In this atmosphere, General Ioannis Metaxas emerged as a political force. Metaxas, always a foe of Venizelos and a participant in several coup attempts, had been a minor character on the extreme right of the Greek political spectrum in the 1920s. During that time he had cultivated a close relationship with the royal house. After his return to the throne in 1935, King George searched frantically for an anticommunist political leader strong enough to bind together a working coalition and control the leftist factions but not strong enough to lead a coup against the throne. The search led the king first to appoint Metaxas minister of war and then prime minister, whereupon Metaxas immediately pressured parliament into a five-month adjournment.In May 1936, labor unrest and massive strikes cast doubt on the government’s ability to maintain public order. Metaxas used the opportunity to declare a state of emergency, dissolve parliament for an indefinite period, and suspend human rights articles of the constitution. These actions, conducted in August, made Metaxas dictator of Greece. He modeled his regime on the fascist governments of Adolf Hitler and Benito Mussolini. Political parties and trade unions were abolished, strikes became illegal, political opponents were arrested, and press censorship prevailed. Metaxas sought to reduce labor unrest by raising wages and improving working conditions in industry and by raising agricultural prices and absorbing farmers’ debts. By 1938 per capita income had increased drastically, and unemployment was dropping. Metaxas dismantled the old patronage system based on royalist and Venizelist party loyalties. Ironically, by sweeping away political parties the rightist dictatorship created a political vacuum in which the constituency of the Greek leftists, especially the communists, grew larger.

Metaxas’s “Third Hellenic Civilization” (the first being ancient Greece and the second the Byzantine Empire) lacked the broad base of popular support enjoyed by the dictatorships of Hitler and Mussolini. Greek fascism was not a mass movement, nor was it based on a coherent ideology or racist dogma. In general, the Greek public neither supported nor actively resisted the authoritarian paternalism of Metaxas.In extolling the virtues of self-sacrifice for the public good, Metaxas sought to reshape the national character. He established a variety of national organizations such as the National Youth Movement to foster those virtues in Greek citizens. For the working classes, he instituted a coherent program of public works and drainage projects, set wage rates, regulated hours of labor, guaranteed the five-day work week, and passed other measures aimed at making the workplace safer. The bureaucracy and the military were revamped and streamlined.The price of such a program was deprivation of freedom. The secret police became all powerful; communists and other leftists were subjected to especially brutal repression. Over 30,000 persons were arrested and incarcerated or exiled on political grounds, and torture was routinely used to extract confessions or accusations that others had acted against the state. A new form of the National Schism, now left versus right, was being created as the old one lapsed.

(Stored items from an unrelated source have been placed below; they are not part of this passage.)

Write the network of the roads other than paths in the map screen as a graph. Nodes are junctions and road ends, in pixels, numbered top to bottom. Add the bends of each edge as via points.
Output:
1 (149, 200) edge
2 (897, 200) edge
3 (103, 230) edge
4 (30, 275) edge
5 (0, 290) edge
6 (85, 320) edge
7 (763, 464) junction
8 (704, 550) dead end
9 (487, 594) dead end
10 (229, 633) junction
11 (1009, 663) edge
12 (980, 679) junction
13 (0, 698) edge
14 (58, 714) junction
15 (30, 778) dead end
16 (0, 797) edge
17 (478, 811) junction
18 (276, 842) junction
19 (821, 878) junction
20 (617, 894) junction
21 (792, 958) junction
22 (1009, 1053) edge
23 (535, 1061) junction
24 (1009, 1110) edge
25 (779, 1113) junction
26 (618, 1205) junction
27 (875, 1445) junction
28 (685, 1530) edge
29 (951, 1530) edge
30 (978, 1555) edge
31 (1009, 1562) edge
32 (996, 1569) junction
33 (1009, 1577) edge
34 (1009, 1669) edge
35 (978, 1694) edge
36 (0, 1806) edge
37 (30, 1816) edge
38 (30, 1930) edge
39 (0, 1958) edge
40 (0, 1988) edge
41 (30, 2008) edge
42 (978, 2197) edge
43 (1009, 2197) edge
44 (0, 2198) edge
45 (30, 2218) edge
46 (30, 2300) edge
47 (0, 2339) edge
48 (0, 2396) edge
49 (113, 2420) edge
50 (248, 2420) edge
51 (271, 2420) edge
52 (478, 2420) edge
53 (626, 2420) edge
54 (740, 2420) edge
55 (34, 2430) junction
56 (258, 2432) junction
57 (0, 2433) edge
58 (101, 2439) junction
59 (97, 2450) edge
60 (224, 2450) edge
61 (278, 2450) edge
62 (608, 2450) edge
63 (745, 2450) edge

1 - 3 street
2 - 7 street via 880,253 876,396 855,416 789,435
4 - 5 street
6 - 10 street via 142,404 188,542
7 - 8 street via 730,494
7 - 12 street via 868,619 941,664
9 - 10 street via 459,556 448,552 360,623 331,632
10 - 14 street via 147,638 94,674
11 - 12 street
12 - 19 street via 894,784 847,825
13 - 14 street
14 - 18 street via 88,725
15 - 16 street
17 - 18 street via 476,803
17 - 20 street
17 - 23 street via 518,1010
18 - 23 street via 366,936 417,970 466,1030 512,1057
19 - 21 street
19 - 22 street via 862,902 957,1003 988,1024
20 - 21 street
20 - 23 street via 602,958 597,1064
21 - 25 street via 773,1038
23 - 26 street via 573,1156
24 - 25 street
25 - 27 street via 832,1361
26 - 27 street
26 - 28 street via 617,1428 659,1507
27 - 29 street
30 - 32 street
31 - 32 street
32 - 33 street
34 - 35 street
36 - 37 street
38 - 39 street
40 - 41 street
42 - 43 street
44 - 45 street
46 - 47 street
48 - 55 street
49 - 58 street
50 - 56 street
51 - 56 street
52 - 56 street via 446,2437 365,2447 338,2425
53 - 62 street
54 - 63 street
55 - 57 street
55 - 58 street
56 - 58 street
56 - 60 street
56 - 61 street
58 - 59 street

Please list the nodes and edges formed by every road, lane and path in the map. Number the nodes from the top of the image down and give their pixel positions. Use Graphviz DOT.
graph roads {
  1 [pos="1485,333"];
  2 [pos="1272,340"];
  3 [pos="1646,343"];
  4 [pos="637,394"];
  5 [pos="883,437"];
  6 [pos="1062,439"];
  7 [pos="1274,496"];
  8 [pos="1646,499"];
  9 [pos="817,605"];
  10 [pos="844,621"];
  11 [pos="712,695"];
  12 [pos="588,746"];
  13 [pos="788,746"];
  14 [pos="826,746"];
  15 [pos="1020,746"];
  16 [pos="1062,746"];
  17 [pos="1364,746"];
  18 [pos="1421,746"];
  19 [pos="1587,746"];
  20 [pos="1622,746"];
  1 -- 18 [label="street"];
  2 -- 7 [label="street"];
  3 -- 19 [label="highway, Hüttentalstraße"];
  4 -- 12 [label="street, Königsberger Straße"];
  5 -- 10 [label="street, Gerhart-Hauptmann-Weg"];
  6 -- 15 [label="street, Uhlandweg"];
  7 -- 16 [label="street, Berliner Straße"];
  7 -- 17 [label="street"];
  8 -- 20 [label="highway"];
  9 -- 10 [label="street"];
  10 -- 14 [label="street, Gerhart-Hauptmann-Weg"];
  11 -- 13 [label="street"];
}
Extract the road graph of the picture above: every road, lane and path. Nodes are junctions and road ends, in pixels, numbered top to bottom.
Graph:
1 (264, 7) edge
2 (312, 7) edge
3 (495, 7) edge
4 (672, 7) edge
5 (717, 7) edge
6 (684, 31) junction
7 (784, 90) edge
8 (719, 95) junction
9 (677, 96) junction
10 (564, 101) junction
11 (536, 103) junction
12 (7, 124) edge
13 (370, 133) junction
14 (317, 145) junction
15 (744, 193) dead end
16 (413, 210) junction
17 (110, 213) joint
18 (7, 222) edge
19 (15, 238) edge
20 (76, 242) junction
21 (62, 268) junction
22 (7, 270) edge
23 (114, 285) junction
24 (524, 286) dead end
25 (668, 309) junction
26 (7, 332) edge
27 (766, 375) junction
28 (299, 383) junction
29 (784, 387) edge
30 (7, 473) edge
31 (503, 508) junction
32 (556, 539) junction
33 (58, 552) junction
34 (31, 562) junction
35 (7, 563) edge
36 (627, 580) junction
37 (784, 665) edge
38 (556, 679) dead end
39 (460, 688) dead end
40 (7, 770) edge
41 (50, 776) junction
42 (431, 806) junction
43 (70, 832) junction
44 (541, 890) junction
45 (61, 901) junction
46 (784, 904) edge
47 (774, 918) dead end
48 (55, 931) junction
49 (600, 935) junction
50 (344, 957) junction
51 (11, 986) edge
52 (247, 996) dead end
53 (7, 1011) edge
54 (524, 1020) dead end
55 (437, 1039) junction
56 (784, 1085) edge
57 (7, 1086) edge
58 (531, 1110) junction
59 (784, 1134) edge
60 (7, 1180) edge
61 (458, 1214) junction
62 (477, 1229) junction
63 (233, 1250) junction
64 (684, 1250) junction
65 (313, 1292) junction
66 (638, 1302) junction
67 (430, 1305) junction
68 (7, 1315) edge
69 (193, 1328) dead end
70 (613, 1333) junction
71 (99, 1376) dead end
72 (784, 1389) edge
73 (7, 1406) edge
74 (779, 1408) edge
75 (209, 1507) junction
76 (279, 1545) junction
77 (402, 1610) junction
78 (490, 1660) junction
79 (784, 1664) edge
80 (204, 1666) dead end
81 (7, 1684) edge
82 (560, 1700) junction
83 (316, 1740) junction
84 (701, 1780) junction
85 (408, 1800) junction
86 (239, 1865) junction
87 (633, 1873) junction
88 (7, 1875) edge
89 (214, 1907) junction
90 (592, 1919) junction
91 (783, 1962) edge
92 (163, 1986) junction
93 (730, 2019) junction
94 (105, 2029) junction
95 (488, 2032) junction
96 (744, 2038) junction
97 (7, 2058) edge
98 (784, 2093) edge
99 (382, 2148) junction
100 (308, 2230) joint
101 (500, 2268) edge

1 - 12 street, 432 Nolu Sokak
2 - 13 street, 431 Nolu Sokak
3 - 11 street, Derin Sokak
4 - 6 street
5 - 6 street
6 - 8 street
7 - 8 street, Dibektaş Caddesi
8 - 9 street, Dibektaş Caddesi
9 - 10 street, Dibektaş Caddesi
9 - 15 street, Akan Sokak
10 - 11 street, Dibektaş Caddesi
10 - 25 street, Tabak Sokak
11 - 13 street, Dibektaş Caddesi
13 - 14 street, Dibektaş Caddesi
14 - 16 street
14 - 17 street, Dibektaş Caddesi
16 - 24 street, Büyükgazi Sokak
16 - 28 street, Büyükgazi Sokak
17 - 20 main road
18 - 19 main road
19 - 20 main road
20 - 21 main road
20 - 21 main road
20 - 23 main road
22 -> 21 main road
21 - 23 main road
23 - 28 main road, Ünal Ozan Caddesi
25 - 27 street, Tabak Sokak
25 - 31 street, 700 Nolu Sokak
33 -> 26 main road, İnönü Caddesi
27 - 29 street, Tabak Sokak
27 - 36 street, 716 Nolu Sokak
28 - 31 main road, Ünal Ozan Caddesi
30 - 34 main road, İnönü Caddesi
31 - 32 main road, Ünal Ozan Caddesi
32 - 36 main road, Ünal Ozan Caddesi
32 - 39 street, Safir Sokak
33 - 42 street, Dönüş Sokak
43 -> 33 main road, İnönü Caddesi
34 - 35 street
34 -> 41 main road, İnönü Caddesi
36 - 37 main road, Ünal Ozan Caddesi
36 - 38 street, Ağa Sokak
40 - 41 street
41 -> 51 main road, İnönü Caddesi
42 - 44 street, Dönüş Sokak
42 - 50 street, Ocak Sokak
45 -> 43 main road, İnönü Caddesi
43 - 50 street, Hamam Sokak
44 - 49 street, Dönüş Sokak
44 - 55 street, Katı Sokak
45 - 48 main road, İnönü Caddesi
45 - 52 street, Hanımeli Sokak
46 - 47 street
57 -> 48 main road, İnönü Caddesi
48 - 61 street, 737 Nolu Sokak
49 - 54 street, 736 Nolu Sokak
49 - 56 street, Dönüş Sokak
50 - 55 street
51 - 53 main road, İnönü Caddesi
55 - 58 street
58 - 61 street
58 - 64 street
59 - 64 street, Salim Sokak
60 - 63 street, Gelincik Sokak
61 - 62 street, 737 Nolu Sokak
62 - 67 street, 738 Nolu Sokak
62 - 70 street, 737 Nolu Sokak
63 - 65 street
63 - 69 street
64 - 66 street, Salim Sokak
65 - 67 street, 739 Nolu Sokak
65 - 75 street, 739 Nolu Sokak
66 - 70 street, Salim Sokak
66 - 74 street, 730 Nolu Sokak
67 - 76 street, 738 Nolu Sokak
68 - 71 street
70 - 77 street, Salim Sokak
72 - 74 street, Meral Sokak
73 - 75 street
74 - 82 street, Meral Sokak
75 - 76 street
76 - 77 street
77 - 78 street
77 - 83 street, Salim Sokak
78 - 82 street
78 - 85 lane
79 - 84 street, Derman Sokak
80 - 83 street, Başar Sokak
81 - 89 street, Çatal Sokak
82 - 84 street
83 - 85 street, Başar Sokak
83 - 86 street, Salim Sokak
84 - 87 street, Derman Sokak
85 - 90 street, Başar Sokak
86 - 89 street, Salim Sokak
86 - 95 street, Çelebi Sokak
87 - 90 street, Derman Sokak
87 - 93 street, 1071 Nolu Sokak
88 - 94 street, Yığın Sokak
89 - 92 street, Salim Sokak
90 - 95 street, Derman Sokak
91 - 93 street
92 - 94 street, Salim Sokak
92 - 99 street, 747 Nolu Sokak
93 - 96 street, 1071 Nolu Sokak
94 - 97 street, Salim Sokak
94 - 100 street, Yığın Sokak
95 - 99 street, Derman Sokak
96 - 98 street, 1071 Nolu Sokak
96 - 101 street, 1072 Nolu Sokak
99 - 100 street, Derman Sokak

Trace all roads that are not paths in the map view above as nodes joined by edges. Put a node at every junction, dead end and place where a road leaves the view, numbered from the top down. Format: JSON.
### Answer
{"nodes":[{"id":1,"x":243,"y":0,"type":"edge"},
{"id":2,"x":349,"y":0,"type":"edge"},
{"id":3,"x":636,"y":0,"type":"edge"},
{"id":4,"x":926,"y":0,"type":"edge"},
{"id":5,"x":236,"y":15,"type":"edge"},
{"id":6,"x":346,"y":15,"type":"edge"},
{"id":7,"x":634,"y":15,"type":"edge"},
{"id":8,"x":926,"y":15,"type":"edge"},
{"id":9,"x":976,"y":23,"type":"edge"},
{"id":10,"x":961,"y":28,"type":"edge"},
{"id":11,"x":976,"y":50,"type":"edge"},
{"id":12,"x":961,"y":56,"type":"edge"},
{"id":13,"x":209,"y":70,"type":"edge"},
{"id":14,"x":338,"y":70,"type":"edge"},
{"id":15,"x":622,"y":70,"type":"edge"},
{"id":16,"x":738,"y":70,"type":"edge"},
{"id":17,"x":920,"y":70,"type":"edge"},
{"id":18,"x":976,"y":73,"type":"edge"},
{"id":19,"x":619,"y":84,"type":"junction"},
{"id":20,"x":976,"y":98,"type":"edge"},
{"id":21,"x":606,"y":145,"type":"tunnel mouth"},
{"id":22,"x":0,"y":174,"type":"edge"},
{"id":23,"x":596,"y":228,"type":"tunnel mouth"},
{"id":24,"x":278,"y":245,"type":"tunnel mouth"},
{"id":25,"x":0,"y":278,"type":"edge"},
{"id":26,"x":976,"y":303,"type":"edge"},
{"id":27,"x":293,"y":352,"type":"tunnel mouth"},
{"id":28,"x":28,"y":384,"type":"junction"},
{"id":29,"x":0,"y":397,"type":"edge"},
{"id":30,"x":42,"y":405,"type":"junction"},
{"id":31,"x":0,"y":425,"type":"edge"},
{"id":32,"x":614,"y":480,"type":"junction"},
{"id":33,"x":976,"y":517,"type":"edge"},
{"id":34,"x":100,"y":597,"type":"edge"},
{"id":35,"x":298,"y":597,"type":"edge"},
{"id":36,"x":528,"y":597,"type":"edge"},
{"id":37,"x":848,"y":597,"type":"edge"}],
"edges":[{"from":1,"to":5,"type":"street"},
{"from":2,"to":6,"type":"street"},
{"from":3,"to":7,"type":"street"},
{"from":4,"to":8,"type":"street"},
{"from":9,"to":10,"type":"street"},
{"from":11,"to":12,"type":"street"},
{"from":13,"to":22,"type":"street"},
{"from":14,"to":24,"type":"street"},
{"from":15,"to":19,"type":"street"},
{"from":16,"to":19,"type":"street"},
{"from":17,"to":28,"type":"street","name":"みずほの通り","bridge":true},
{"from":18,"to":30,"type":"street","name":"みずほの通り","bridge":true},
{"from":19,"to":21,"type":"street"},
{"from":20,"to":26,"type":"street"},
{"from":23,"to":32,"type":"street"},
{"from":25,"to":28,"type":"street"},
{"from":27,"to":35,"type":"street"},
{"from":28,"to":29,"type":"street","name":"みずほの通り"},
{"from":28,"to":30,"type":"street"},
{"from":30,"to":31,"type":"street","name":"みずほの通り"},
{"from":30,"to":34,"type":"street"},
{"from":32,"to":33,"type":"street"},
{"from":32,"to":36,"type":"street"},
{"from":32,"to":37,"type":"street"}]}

The main dilemma for the Metaxas regime was foreign policy. Metaxas saw his fellow dictators in Germany and Italy as natural allies, and Germany made major advances into Greek markets in the late 1930s. But Greece’s national security remained closely tied to Britain, whose fleet remained a dominant force in the eastern Mediterranean. Moreover, as Italian policy developed in the 1930s, Mussolini’s plans for a “new Rome” obviously conflicted with Greek ambitions to control the Aegean and the Dodecanese Islands and exert influence in Albania. Italian expansionism in the region placed Metaxas and Mussolini on a collision course. As war approached in Europe, Metaxas found it increasingly hard to walk the fine line between the Allies and the Axis powers.

Mussolini’s persistent provocations settled the issue. In October 1940, Italy demanded that Greece allow Italian occupation of strategic locations on Greek soil. Although Metaxas’s resounding refusal plunged Greece into war, it also significantly improved Greece’s national self-esteem.